General Van Dom had endeavored in March to send all my supplies from Fort Smith to
Little Rock. Fragments of them were received, but I lost the caissons of twelve Parrott
guns, every ounce of my cannon powder [3,000 pounds), an(l nearly all the clothing, shoes,
and tents provided me for the Indian troops. My whole supply of medicines would have gone
but for General Price, and all my powder for small-arms, but for the rescue of it by my
assistant adjutant-general. A battery of bronze guns at Little Rock was taken and sent to
Memphis, and a large quantity of small-arms, including three hundred and eleven purchased
with money furnished by me in North Carolina, and those purchased by Maj. N. B. Pearce
with $3,000 placed by me in his hands, with others purchased by Colonel Dawson, and eighty
shot-guns receipted for by me to the military store-keeper at Little Rock, have been taken
and distributed at Fort Smith and Little Rock. As there seems to be no probability
that this system of despoiling this command will ever end, I beg to be informed whether
other officers have a right, with or without even a notice to me and always without
forwarding receipts, to seize upon and appropriate arms, ammunition, and supplies procured
by me on my requisitions and receipts, and even purchased with moneys drawn by me from the
Treasury and for which I must account.
I am particularly desirous to know this, because in March no small quantity of my
own private stores and property failed to reach me, disappearing in the general scramble,
and of which I am sadly in want.
I may also add that two boxes of stationery, purchased by me in Richmond for the
brigade quartermaster; a box of stationery, &c., purchased by Captain Fitzhugh,
Engineer Corps; a box of quartermasters' blanks and a box of commissary blanks were
forwarded from Richmond in December by freight train and express, consigned to Maj. George
W. Clark at Fort Smith, and have never reached this command, leaving us wholly without
supplies of that kind. I suppose they inured also to the benefit of some other command.

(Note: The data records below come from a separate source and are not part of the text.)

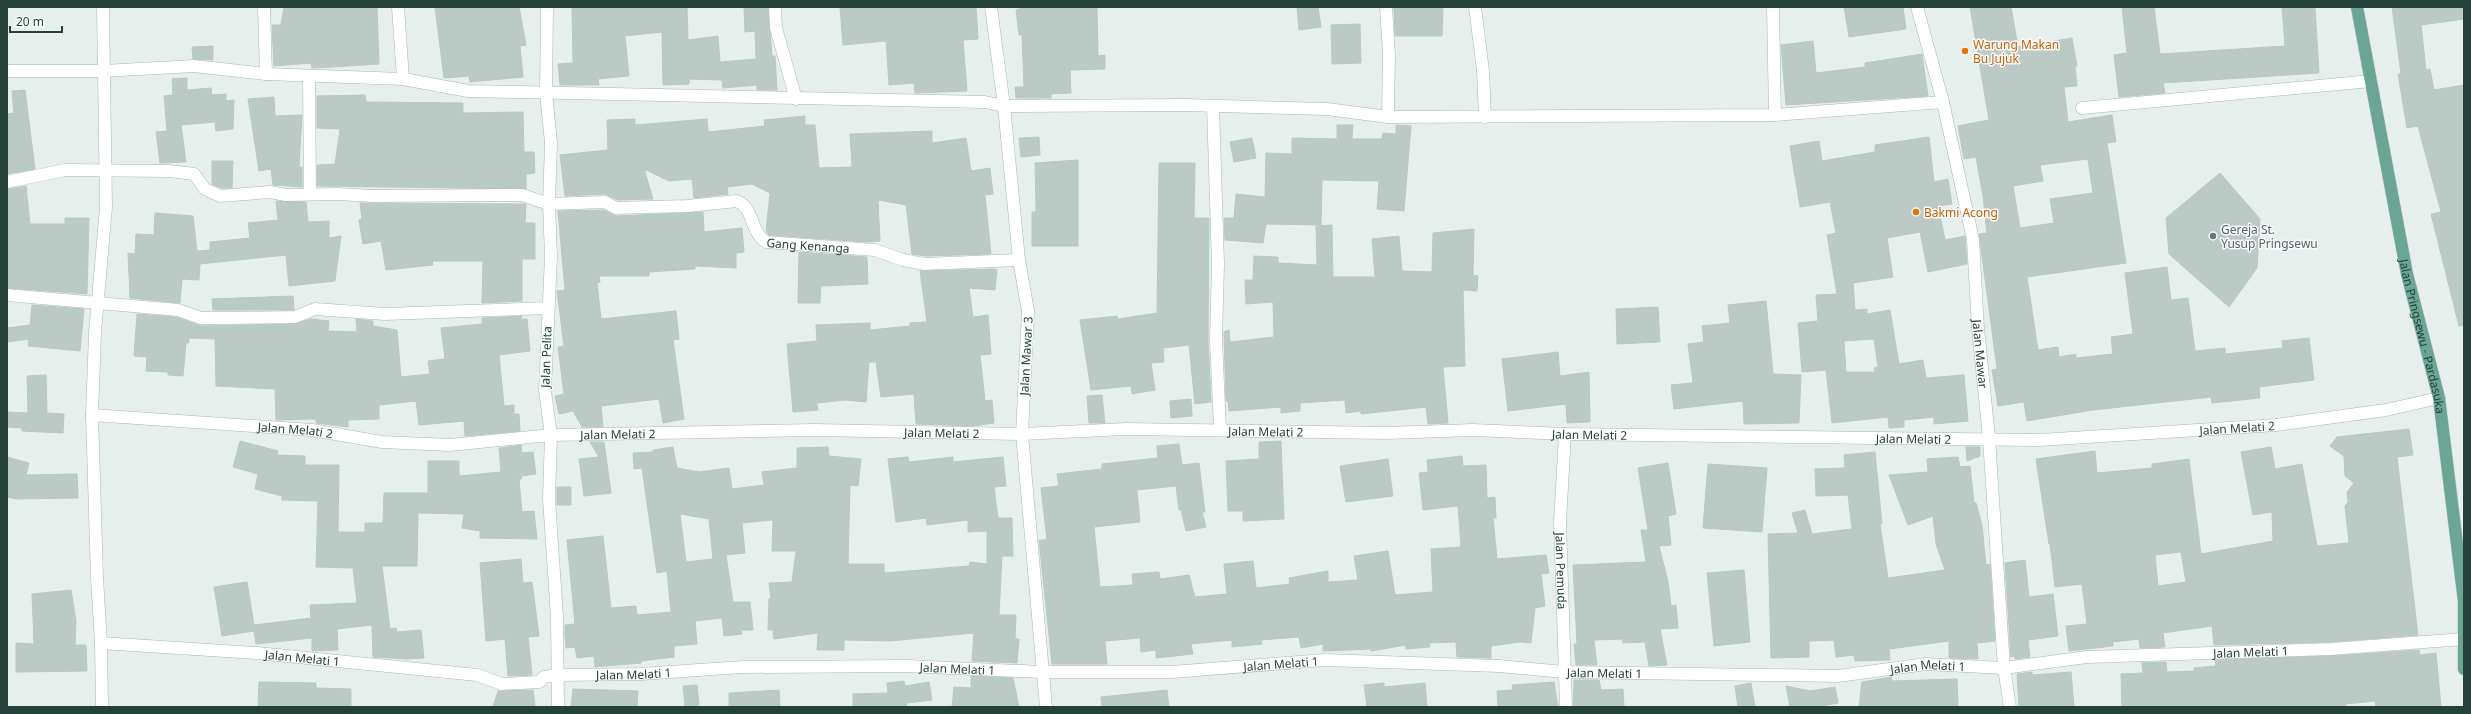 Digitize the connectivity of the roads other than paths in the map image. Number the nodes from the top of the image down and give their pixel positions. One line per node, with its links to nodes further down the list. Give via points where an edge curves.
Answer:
1 (103, 7): 13 (street)
2 (264, 7): 14 (street)
3 (398, 7): 16 (street)
4 (547, 7): 18 (street, Jalan Pelita)
5 (775, 7): 19 (street, via 776,28)
6 (991, 7): 21 (street, Jalan Mawar 3)
7 (1386, 7): 25 (street, via 1389,54)
8 (1475, 7): 26 (street, via 1483,71)
9 (1774, 7): 24 (street)
10 (1917, 7): 20 (street, Jalan Mawar)
11 (2357, 7): 17 (main road, Jalan Pringsewu - Pardasuka)
12 (7, 71): 13 (street)
13 (103, 71): 14 (street, via 194,66); 27 (street)
14 (266, 74): 15 (street)
15 (309, 76): 16 (street); 29 (street)
16 (403, 79): 18 (street, via 468,91)
17 (2371, 81): 23 (street); 35 (main road, Jalan Pringsewu - Pardasuka, via 2407,274)
18 (546, 94): 19 (street); 30 (street, Jalan Pelita, via 551,143)
19 (796, 99): 21 (street, via 985,102)
20 (1943, 102): 24 (street); 41 (street, Jalan Mawar, via 1973,240 1978,328)
21 (1004, 106): 22 (street); 31 (street, Jalan Mawar 3)
22 (1213, 106): 25 (street, via 1327,109); 37 (street, via 1218,264 1216,340)
23 (2082, 108)
24 (1776, 115): 26 (street)
25 (1388, 117): 26 (street)
26 (1485, 117)
27 (106, 169): 28 (street, via 65,170); 29 (street, via 194,174 205,189 220,196 270,192 286,195); 33 (street, via 106,208)
28 (7, 182)
29 (310, 194): 30 (street, via 522,195)
30 (549, 204): 31 (street, Gang Kenanga, via 605,202 616,208 687,206 737,201 744,204 758,236 766,242 875,250 903,260 925,264); 34 (street, Jalan Pelita, via 551,256)
31 (1019, 260): 38 (street, Jalan Mawar 3, via 1028,311)
32 (7, 296): 33 (street)
33 (97, 303): 34 (street, via 178,310 201,318 295,318 315,309 385,314); 36 (street)
34 (548, 308): 40 (street, Jalan Pelita, via 545,391)
35 (2439, 398): 41 (street, Jalan Melati 2, via 2386,410 2276,425 2040,440); 42 (main road, Jalan Pringsewu - Pardasuka)
36 (92, 415): 40 (street, Jalan Melati 2, via 312,430 382,442 442,445 502,442); 44 (street)
37 (1220, 429): 38 (street, Jalan Melati 2, via 1126,429); 39 (street, Jalan Melati 2, via 1386,433 1473,430)
38 (1022, 434): 40 (street, Jalan Melati 2, via 815,430); 47 (street, Jalan Mawar 3)
39 (1565, 434): 41 (street, Jalan Melati 2, via 1916,440); 48 (street, Jalan Pemuda, via 1560,522)
40 (551, 435): 49 (street, Jalan Pelita, via 549,506 557,617)
41 (1990, 438): 45 (street, Jalan Mawar)
42 (2464, 601): 43 (main road, Jalan Pringsewu - Pardasuka)
43 (2464, 639): 45 (street, Jalan Melati 1, via 2331,649 2087,656); 46 (main road, Jalan Pringsewu - Pardasuka)
44 (101, 643): 49 (street, Jalan Melati 1, via 258,653 472,675 502,684 539,682 544,677); 50 (street)
45 (2004, 668): 48 (street, Jalan Melati 1, via 1926,664 1838,676); 54 (street, Jalan Mawar)
46 (2464, 669)
47 (1042, 672): 48 (street, Jalan Melati 1, via 1172,672 1324,660 1499,666); 49 (street, Jalan Melati 1, via 899,666 742,667 641,674); 52 (street, Jalan Mawar 3)
48 (1564, 672): 53 (street, Jalan Pemuda)
49 (558, 675): 51 (street, Jalan Pelita)
50 (102, 707)
51 (558, 707)
52 (1046, 707)
53 (1566, 707)
54 (2010, 707)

It seems to me that this mode of availing one's self of the fruits or another's
labor and pains and prudent forethought is simply intolerable and indecent. I know that it
is exceedingly unjust, and that it has sadly crippled this command, and made it and the
Government contemptible in the eyes of the Indians, thus robbed of the supplies intended
for them. I do not know what remedy there is for it.
I am, very respectfully, yours,
ALBERT PIKE,
Brigadier-General, Comdg. Department of Indian Territory.